No. No gain at all. The manual explicitly states:

Tip: There is no performance difference among these three types, apart from increased storage space when using the blank-padded type, and a few extra CPU cycles to check the length when storing into a length-constrained column. While character(n) has performance advantages in some other database systems, there is no such advantage in PostgreSQL; in fact character(n) is usually the slowest of the three because of its additional storage costs. In most situations text or character varying should be used instead.

Bold emphasis mine.

char(n) is a largely outdated, useless type. Stick with varchar(n). Without need to enforce a maximum length, varchar or text are a tiny bit faster. (You won't be able to measure a difference.)

If all strings are exactly 36 characters in length, there is no storage saving either way, not even a minuscule one. Both have exactly the same size on disk and in RAM. You can test with pg_column_size() (on an expression and on a table column).
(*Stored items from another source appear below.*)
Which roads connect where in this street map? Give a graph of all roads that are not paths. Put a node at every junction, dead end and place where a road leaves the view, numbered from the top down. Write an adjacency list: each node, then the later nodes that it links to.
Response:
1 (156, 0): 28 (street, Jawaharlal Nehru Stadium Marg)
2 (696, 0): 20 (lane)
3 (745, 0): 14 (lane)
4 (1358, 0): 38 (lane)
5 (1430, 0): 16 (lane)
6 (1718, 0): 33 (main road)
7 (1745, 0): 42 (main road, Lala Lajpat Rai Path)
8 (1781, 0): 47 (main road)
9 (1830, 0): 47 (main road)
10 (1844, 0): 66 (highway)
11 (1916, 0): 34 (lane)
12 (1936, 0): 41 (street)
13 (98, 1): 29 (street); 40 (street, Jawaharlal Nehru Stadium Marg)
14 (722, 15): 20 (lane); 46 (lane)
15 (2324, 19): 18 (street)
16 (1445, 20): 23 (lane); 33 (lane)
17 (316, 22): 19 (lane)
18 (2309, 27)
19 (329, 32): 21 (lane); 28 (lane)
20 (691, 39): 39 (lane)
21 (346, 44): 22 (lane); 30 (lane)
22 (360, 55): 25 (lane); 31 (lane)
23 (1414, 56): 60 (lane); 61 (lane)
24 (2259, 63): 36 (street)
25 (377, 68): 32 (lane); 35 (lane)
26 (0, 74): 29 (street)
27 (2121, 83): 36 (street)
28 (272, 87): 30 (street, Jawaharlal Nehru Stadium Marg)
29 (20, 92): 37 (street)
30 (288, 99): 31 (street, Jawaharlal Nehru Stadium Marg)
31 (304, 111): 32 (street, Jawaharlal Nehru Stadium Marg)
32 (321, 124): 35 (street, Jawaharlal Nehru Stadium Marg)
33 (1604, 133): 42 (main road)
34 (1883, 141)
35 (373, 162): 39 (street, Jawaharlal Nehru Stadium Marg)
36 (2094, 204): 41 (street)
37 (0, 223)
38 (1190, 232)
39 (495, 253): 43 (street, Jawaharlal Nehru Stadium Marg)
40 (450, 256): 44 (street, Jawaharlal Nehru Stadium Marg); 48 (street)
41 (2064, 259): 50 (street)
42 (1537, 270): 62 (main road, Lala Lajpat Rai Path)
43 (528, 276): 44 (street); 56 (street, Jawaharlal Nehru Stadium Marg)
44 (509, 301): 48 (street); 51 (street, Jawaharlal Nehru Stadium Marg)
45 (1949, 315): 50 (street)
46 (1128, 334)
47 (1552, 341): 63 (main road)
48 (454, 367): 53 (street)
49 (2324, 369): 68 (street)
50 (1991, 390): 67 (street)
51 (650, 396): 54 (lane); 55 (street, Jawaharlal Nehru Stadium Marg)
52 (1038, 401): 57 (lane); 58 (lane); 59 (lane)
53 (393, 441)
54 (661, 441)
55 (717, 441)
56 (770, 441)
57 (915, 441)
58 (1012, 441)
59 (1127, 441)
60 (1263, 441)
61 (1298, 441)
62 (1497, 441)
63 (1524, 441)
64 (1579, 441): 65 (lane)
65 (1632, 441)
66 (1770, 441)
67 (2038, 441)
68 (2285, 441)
And if all strings must have 36 characters, rather make it text with a CHECK (length(col) = 36) constraint enforcing exact length, not varchar(36) only enforcing max. length.

Any downsides of using data type “text” for storing strings?

You didn't ask for other options, but I'll mention two:

COLLATION - unless you are running your DB with the "C" collation. Collation is often overlooked and possibly expensive. Since your strings don't seem to be meaningful in a natural language, there is probably no point in following COLLATION rules. Related:
- How do I efficiently get "the most recent corresponding row"?
- EXECUTE within function not using index?
Extensive benchmark comparing (among other) the effect of COLLATE "C" on performance:
- Slow query ordering by a column in a joined table
UUID, obviously. Your string suspiciously looks like a UUID (32 hex digits plus 4 delimiters). It would be much more efficient to store these as actual uuid data type, which is faster in multiple ways and only occupies 16 bytes - as opposed to 37 bytes in RAM for either char(36) or varchar(36) (stored without delimiters, just the 32 defining char), or 33 bytes on disk. But alignment padding would result in 40 bytes either way in many cases.) COLLATION would be irrelevant for the uuid data type, too.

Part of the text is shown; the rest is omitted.